- _Exercise goal_: Your answer should be one number: how many lines below hold the word "down".

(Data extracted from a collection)
========================================================================
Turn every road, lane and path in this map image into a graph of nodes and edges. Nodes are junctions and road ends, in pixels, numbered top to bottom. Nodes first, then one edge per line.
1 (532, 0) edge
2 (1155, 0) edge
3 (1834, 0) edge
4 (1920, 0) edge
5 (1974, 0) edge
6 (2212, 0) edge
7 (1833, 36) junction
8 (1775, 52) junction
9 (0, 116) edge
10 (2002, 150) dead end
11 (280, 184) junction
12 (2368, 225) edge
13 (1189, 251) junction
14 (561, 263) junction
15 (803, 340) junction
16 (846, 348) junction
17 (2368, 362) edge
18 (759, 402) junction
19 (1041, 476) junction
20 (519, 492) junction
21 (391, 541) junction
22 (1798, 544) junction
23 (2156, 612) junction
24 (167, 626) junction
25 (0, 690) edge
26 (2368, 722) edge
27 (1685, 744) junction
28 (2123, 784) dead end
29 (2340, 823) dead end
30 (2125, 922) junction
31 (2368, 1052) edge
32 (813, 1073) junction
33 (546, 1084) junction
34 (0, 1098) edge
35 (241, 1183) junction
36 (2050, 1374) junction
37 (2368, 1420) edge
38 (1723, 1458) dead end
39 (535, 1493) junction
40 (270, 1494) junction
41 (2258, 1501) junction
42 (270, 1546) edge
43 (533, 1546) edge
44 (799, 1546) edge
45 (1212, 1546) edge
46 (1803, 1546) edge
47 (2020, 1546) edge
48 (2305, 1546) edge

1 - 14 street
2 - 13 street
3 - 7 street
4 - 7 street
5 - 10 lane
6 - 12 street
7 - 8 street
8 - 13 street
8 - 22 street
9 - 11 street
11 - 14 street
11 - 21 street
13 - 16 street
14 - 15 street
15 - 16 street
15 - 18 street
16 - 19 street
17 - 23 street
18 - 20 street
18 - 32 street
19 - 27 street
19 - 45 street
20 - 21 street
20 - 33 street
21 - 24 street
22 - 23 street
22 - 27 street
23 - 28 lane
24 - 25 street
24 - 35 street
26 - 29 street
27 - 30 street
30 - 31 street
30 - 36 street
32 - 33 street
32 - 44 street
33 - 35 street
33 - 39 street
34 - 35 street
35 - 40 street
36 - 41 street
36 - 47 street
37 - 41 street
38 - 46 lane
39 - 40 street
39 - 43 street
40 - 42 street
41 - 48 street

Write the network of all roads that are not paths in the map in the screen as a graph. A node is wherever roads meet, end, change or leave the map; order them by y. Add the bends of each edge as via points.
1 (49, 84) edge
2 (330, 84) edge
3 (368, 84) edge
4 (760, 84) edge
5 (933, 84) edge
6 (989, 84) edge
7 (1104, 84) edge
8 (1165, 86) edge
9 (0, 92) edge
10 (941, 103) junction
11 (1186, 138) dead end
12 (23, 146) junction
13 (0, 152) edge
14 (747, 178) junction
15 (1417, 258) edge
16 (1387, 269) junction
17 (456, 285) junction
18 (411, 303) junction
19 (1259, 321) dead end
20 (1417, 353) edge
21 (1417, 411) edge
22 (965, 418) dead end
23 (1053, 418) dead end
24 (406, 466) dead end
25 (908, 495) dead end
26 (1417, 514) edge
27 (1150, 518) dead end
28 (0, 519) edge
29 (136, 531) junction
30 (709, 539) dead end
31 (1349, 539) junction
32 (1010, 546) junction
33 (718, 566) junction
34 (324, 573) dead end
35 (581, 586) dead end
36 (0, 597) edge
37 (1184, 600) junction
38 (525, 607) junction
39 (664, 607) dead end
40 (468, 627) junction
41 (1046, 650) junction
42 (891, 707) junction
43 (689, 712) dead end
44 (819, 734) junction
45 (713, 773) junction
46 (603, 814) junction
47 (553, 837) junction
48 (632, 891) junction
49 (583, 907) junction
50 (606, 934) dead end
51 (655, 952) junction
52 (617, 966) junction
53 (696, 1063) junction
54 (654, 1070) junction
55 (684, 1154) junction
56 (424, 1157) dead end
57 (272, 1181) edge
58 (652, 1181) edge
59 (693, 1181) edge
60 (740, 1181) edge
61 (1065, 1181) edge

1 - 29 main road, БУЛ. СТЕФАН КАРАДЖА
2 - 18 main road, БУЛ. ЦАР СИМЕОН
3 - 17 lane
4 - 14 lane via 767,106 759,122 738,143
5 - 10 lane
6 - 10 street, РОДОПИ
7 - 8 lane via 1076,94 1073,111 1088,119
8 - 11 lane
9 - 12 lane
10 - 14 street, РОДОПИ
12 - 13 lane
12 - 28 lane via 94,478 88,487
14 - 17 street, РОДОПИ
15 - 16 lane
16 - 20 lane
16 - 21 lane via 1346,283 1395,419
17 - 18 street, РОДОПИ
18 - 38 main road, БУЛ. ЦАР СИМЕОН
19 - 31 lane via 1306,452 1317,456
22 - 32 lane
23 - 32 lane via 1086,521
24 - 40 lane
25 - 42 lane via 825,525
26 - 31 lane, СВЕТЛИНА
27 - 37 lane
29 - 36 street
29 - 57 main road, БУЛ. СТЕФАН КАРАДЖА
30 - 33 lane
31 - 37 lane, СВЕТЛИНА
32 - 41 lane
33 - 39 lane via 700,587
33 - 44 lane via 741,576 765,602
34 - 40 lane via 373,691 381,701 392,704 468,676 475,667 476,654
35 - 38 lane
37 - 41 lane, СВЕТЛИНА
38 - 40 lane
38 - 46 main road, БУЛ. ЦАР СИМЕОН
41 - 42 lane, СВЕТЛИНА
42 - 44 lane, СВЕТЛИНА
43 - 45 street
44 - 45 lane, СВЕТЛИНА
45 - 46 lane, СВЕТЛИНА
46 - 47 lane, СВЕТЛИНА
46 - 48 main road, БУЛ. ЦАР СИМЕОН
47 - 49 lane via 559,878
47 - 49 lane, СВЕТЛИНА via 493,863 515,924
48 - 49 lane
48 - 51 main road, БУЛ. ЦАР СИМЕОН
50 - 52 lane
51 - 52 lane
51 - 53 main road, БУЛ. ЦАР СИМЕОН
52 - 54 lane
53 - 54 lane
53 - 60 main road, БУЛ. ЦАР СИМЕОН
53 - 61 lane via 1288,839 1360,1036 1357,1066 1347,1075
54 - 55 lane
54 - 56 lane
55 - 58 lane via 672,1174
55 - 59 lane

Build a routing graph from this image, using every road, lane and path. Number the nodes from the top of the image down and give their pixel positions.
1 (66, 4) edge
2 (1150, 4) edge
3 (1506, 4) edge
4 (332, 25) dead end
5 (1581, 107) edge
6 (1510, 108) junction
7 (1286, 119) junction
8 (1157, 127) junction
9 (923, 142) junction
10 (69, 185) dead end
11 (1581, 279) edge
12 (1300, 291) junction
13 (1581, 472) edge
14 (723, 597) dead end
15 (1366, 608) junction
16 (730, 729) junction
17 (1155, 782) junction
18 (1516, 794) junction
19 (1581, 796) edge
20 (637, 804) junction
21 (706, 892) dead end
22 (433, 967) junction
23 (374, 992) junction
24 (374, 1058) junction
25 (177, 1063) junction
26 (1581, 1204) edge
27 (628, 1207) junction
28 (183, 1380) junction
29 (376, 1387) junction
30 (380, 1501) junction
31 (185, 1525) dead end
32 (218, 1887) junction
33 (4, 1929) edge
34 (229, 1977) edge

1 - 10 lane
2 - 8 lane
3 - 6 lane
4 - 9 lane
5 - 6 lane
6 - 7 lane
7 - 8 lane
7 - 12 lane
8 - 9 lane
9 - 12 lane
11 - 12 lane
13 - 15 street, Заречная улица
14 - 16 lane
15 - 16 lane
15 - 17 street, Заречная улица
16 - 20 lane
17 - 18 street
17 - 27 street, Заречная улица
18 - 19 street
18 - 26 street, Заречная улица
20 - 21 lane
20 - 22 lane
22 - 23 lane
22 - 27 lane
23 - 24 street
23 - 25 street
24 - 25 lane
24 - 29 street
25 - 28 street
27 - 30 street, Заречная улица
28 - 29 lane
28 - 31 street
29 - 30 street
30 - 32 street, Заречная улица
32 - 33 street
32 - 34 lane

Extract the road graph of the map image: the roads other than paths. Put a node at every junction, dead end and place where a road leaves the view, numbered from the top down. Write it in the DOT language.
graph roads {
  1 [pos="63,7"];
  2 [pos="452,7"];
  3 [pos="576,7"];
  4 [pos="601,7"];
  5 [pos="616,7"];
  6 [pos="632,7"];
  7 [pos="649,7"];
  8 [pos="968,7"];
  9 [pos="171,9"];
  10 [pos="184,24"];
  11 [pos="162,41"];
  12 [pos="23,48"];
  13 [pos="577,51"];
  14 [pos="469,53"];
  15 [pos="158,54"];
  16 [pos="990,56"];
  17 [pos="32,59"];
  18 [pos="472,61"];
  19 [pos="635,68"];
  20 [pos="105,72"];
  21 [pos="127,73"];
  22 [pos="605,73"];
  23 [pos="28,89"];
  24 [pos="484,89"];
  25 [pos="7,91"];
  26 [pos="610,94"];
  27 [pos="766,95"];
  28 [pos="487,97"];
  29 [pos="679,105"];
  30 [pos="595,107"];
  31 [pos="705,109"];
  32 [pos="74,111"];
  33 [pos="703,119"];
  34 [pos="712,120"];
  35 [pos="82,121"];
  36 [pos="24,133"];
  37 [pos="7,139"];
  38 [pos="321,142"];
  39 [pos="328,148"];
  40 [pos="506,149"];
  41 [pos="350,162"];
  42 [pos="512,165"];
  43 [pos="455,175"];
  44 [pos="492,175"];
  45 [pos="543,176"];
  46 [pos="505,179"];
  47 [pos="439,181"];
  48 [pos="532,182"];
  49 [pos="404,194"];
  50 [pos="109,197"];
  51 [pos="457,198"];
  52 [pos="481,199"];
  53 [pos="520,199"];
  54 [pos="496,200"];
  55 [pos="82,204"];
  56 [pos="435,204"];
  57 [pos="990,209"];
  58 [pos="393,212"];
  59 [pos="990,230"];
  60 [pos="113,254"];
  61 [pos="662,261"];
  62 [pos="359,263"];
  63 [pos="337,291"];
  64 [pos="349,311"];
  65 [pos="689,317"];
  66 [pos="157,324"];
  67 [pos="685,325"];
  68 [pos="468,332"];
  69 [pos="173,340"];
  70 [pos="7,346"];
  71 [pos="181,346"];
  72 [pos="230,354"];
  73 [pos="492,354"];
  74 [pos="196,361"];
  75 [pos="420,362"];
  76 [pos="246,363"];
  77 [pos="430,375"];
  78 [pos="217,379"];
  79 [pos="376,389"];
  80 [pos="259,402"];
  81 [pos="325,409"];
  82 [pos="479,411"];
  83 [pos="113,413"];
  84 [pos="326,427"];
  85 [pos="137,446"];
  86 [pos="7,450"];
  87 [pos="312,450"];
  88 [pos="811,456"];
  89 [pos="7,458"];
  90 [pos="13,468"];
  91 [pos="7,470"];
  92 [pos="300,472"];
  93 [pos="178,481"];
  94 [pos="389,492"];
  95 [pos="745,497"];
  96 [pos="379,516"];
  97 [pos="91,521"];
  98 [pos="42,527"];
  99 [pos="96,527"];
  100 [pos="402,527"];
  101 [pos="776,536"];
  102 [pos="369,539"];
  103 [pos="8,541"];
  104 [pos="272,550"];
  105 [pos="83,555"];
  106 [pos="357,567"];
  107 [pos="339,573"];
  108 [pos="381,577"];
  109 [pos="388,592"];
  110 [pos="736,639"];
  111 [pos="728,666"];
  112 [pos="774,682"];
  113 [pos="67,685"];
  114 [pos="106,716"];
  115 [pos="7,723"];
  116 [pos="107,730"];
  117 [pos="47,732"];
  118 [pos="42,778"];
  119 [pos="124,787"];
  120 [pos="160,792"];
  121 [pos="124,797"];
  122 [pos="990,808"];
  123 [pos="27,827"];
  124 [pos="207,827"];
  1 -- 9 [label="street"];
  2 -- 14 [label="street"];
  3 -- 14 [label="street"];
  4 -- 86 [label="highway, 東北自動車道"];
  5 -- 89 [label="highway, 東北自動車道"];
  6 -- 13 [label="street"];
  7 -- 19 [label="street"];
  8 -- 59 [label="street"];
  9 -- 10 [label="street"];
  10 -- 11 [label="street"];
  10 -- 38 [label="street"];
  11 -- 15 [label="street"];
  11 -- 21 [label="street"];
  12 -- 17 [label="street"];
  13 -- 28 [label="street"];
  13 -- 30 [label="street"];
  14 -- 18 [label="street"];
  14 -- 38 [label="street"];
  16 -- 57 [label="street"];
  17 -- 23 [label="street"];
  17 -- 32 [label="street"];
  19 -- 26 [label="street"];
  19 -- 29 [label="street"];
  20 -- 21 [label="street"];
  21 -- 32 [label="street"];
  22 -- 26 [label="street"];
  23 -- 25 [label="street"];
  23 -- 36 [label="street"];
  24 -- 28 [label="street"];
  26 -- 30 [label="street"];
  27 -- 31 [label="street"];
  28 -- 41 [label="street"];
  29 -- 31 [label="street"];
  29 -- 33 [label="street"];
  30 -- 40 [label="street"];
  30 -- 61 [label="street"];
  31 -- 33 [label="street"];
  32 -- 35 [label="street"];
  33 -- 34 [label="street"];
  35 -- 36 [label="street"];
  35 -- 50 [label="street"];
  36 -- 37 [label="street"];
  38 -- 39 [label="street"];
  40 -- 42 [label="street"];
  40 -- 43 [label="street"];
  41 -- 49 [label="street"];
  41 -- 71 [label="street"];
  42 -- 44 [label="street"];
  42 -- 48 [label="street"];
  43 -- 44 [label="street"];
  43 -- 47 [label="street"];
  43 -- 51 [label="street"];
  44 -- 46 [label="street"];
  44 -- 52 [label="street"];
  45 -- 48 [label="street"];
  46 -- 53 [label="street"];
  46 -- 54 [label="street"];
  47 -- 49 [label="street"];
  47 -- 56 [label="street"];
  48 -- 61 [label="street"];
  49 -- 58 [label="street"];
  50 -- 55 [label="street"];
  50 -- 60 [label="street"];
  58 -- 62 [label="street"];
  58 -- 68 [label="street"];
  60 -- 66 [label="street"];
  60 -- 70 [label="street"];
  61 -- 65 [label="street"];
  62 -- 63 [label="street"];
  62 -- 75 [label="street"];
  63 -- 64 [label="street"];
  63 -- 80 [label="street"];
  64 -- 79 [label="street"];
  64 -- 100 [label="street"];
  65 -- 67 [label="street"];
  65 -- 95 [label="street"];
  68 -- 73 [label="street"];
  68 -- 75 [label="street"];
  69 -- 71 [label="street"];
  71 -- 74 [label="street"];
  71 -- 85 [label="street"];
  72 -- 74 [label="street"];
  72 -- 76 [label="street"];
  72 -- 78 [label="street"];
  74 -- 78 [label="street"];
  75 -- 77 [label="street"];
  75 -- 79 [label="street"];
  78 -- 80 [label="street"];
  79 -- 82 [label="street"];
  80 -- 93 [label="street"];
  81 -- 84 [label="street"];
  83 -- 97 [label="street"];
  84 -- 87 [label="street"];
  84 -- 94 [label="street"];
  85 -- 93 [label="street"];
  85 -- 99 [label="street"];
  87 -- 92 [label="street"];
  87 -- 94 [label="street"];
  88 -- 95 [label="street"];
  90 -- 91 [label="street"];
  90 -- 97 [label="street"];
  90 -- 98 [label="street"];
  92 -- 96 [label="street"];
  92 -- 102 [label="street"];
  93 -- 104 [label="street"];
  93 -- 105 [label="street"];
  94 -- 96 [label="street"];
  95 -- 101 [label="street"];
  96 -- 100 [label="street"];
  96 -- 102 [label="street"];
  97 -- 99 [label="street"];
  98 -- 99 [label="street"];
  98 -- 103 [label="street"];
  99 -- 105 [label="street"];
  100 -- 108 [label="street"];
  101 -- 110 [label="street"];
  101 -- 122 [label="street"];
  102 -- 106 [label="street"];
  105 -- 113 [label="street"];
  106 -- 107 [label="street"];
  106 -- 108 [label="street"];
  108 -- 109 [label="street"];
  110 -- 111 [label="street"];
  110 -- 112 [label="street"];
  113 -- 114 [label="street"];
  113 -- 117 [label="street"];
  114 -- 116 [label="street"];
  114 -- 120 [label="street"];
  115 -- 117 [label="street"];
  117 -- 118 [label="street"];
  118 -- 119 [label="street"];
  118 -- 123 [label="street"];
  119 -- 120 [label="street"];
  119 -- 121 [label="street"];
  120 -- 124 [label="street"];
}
========================================================================
- _Output below_: 2